Forty years ago my vet, at the time in another state, told me that a horse would tell me when it was time. Dawnie did. I told Dawn, as the vet was ready to give her the first needle, that she needed to go to her mom, go to your mama my girl. She wouldn’t be in pain anymore, and she’d be able to run again with straight perfect legs clear across that Rainbow Bridge. A very dear friend, who wanted to be with Dawn in her last hours, said “okay, the go to mama put me over the edge, as she started to cry.”
When I called my prayer partner from church who had been praying for her, to let her know that I had released Dawn from this life, she told me how sorry she was and how sad it was. I told her that, yes even though I would miss her, God had told me that we humans had the wrong idea of death. Death was just a transition from one life to the next. It’s not really the end, but just the beginning; there would be no more pain, and she would be with her mom and her friends who were killed two years ago by lightning. I said it’s really a beautiful thing. When I said this, my friend said she wanted to remember that when her sister, who is very ill, dies. How sad for non believers. We focus too much on the loss we are feeling, and not enough on the beautiful life they will be entering.

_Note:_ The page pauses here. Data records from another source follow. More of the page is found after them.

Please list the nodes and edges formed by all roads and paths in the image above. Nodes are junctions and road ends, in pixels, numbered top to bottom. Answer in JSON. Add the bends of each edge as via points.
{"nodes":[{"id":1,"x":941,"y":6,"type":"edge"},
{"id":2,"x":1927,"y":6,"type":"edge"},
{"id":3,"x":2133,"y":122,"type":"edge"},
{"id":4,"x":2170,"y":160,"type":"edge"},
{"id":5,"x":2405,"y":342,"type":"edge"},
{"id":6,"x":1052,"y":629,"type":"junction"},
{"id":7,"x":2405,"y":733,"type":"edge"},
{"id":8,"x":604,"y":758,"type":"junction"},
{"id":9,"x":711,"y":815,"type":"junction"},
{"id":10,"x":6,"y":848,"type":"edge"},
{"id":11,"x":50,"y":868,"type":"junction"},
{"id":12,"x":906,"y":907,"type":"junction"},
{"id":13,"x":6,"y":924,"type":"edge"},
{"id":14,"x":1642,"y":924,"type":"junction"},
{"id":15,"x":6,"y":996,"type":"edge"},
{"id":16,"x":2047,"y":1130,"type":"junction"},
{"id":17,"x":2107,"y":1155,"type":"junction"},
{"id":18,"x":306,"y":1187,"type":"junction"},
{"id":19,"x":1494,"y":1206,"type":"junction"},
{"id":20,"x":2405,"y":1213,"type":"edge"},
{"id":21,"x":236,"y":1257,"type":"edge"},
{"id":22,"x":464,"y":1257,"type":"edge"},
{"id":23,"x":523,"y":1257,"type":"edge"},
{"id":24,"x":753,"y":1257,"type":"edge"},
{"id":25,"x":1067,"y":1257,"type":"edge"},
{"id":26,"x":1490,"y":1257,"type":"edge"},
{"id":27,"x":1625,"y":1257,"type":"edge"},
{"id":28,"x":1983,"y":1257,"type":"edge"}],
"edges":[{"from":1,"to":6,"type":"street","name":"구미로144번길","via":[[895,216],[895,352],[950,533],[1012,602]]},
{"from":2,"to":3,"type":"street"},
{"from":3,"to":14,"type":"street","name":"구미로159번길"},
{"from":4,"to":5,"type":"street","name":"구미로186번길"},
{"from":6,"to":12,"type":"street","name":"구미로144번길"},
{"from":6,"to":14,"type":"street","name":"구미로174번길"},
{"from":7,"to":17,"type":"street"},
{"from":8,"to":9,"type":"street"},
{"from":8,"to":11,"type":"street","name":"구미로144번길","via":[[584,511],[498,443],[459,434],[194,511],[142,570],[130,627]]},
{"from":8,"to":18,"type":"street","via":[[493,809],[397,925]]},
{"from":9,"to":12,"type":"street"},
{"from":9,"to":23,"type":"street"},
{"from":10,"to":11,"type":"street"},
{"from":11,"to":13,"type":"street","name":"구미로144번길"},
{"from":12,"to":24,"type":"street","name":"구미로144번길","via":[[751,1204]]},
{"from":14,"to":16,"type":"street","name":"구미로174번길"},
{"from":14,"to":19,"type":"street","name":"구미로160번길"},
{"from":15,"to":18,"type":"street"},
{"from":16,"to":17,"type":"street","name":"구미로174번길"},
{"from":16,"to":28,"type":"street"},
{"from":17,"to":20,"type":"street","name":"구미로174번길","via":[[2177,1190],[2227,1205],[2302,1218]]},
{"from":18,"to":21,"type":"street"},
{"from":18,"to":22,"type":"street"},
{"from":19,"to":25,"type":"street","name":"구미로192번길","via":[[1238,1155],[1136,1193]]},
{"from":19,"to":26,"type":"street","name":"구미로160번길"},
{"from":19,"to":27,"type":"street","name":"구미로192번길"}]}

My wonderful Pastor who is a dear friend and golfing buddy of Bobs, and my church family have been praying for Dawn for over a week. One man said he has never prayed for a horse before, but now he has prayed for her for the entire week. I feel that they are apart of Gods Creation, and if God knows every sparrow that falls, He certainly knows of His other creatures great and small. My Pastor feels that all our animals are family members and should be cared about, and prayed for in the same manner. The Bible speaks of horses often, with grandeur.
See our horses are teacher even until the very end. Or is it the new beginning?
Rest in peace my sweet baby girl, but run with the wind and let those beautiful white legs flash with the heavenly light.